Create a new model by parsing and validating input data from keyword arguments.

Raises ValidationError if the input data cannot be parsed to form a valid model.

logger: Logger

log_elasticsearch_dynamic: bool

property client: Any

Get the asynchronous Elasticsearch client.

Returns:: The asynchronous Elasticsearch client instance configured for this store.
Return type:: Any

close() → None[source]

add(nodes: List[BaseNode], *, create_index_if_not_exists: bool = True, **add_kwargs: Any) → List[str][source]

Adds a list of nodes, each containing embeddings, to an Elasticsearch index. Optionally creates the index if it does not already exist.

Parameters:

nodes (List[BaseNode]) – A list of node objects, each encapsulating an embedding.
create_index_if_not_exists (bool, optional) – A flag indicating whether to create the Elasticsearch index if it’s not present. Defaults to True.

Returns:

A list of node IDs that have been successfully added to the index.

Return type:

List[str]

Raises:

ImportError – If the ‘elasticsearch[async]’ Python package is not installed.
BulkIndexError – If there is a failure during the asynchronous bulk indexing with AsyncElasticsearch.

Note

This method delegates the actual operation to the sync_add method.

sync_add(nodes: List[BaseNode], *, create_index_if_not_exists: bool = True, **add_kwargs: Any) → List[str][source]

Asynchronously adds a list of nodes, each containing an embedding, to the Elasticsearch index.
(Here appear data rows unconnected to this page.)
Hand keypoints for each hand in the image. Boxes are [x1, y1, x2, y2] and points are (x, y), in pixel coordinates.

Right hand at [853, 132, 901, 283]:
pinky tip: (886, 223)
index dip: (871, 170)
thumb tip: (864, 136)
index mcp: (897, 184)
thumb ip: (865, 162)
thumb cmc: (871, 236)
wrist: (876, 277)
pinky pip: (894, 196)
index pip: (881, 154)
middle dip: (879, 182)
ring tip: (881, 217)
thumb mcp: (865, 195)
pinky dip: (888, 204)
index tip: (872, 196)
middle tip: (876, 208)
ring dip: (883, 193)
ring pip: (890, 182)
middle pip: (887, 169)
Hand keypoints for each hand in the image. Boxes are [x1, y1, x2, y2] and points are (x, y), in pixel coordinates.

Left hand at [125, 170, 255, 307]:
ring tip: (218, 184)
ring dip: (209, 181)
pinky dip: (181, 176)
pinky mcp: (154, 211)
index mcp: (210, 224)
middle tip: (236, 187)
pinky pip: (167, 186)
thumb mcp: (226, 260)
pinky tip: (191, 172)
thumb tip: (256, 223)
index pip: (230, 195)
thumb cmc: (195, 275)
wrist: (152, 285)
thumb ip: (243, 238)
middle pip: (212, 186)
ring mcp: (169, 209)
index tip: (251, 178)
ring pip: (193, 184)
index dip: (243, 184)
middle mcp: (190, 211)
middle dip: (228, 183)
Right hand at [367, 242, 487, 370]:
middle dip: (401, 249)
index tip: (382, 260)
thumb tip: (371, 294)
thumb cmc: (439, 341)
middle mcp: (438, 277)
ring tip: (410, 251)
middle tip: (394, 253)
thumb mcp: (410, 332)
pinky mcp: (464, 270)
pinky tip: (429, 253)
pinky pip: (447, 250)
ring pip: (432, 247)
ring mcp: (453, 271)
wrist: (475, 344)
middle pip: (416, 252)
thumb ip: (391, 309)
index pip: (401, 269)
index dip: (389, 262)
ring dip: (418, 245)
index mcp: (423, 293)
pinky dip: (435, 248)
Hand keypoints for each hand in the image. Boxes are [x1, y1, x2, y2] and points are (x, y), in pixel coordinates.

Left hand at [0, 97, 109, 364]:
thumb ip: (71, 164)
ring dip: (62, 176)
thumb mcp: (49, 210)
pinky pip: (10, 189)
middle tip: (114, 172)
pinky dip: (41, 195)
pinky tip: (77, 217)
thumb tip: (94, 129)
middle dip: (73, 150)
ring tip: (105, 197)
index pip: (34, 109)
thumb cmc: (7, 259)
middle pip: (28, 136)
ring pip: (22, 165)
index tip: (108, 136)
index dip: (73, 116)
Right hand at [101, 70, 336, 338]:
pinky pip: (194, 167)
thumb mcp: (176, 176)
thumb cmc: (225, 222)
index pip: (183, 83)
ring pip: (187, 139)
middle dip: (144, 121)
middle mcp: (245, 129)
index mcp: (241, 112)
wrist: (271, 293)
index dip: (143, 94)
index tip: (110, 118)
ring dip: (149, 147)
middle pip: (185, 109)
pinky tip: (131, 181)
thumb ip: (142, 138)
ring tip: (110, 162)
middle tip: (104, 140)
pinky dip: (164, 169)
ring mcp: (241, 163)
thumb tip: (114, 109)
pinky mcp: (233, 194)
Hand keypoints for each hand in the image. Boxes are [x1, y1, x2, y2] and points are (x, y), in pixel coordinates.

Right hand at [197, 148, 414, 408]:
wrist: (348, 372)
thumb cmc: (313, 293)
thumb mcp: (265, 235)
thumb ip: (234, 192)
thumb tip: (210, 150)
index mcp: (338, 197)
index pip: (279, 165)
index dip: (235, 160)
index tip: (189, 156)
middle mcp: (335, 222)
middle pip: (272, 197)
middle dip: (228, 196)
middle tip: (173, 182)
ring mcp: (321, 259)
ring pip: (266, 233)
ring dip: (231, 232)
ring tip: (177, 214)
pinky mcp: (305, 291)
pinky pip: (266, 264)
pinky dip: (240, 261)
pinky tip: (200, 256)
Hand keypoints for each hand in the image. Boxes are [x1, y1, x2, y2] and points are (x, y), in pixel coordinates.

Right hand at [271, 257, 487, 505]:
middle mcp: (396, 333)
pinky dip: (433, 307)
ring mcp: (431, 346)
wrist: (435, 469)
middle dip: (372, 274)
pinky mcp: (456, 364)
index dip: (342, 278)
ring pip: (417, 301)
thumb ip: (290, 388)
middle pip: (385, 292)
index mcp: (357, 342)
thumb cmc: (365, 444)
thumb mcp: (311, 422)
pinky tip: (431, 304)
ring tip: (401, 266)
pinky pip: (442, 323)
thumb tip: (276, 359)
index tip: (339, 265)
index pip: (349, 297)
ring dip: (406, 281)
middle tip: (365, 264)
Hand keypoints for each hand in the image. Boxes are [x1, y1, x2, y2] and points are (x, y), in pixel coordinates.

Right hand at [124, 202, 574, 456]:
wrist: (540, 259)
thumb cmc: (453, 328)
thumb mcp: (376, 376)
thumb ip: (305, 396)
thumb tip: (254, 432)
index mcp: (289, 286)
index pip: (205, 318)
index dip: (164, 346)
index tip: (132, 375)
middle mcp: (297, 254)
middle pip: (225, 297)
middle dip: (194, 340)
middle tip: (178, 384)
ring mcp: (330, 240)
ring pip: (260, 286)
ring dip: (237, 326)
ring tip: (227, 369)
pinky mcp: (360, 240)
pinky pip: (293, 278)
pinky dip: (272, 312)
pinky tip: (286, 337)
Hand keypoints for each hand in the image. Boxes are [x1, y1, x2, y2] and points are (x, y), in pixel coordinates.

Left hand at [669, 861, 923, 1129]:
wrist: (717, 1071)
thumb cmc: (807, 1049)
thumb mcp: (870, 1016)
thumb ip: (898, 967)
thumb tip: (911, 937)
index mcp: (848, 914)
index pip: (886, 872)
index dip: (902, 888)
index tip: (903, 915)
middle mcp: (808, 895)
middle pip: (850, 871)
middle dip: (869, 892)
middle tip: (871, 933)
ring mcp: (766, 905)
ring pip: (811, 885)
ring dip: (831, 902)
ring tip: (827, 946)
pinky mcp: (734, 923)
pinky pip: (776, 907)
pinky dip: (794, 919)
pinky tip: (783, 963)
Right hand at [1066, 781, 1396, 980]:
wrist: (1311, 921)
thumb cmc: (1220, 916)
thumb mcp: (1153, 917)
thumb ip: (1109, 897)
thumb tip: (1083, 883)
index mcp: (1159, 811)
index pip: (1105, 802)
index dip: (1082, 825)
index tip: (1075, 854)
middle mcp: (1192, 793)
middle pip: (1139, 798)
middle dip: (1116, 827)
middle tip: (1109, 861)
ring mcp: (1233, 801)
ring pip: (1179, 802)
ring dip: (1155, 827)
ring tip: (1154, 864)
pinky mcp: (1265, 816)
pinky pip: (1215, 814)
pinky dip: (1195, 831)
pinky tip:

This method processes each node to extract its ID, embedding, text content, and metadata, preparing them for batch insertion into the index. It ensures the index is created if not present and respects the dimensionality of the embeddings for consistency.

Parameters:

nodes (List[BaseNode]) – A list of node objects, each encapsulating an embedding.
create_index_if_not_exists (bool, optional) – A flag indicating whether to create the Elasticsearch index if it does not already exist. Defaults to True.
**add_kwargs (Any) – Additional keyword arguments passed to the underlying add_texts method for customization during the indexing process.

Returns:

A list of node IDs that were successfully added to the index.

Return type:

List[str]

Raises:

ImportError – If the Elasticsearch Python client is not installed.
BulkIndexError – If there’s a failure during the asynchronous bulk indexing operation.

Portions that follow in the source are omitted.